Source data:
Content starts

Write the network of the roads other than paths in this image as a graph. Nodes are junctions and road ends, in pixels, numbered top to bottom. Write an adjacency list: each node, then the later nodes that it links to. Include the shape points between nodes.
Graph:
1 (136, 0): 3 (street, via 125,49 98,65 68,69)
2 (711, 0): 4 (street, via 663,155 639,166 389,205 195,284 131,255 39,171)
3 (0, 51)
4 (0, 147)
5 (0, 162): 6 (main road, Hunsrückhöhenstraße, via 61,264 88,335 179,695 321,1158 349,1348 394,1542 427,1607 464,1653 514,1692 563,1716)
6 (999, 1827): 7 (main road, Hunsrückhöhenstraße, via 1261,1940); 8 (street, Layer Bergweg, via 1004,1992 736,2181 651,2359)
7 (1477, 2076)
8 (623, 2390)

Content ends
Content starts

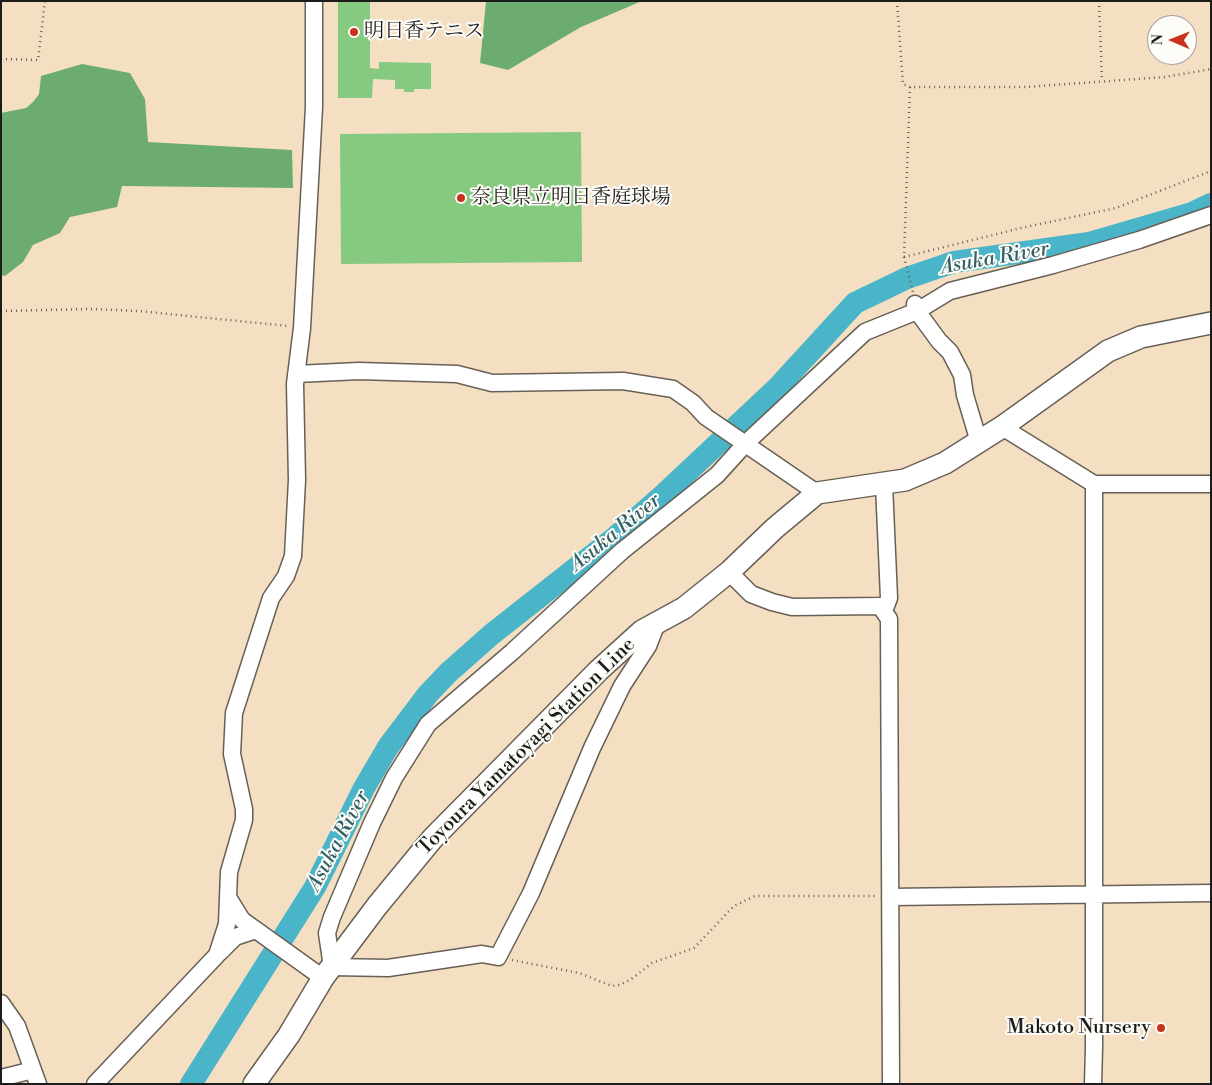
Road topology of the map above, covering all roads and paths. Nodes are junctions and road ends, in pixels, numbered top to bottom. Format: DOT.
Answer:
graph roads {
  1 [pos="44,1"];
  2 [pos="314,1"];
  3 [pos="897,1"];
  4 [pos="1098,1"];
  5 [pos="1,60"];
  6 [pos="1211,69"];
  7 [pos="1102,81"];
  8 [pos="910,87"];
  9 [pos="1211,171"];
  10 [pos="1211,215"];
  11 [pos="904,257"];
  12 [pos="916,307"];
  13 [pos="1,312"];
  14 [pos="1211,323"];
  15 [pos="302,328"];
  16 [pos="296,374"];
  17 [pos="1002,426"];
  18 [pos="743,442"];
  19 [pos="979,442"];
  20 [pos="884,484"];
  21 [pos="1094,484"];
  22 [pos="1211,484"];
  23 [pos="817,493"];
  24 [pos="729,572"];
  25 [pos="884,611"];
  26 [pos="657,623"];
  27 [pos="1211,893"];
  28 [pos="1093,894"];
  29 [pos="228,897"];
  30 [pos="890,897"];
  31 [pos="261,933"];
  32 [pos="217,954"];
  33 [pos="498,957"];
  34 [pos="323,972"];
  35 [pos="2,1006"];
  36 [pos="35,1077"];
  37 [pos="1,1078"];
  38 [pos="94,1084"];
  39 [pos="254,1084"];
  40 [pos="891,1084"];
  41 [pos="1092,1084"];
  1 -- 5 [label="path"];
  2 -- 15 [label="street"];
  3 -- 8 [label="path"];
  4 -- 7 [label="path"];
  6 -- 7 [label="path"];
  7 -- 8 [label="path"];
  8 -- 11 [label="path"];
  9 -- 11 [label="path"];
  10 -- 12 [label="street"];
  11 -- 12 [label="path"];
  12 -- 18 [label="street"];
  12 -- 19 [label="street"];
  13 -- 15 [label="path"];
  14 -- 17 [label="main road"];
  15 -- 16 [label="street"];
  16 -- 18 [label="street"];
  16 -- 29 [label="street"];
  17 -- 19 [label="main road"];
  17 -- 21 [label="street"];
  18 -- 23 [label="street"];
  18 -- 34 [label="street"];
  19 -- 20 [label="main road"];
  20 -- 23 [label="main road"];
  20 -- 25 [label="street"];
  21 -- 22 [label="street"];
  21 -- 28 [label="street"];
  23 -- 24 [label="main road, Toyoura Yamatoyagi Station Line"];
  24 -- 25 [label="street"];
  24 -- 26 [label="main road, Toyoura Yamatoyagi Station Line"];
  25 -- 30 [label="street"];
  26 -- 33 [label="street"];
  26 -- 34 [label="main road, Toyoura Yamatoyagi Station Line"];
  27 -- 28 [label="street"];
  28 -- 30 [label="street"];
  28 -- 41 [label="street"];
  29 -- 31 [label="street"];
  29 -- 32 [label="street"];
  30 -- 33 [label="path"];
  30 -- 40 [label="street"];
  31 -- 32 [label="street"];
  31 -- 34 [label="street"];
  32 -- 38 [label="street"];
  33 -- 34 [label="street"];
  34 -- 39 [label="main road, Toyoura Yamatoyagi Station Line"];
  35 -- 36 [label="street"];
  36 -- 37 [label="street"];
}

Content ends

Task details: Search the preceding listing for the word "pixels" and pull out every line that holds it.

Answer area:
Write the network of the roads other than paths in this image as a graph. Nodes are junctions and road ends, in pixels, numbered top to bottom. Write an adjacency list: each node, then the later nodes that it links to. Include the shape points between nodes.
Road topology of the map above, covering all roads and paths. Nodes are junctions and road ends, in pixels, numbered top to bottom. Format: DOT.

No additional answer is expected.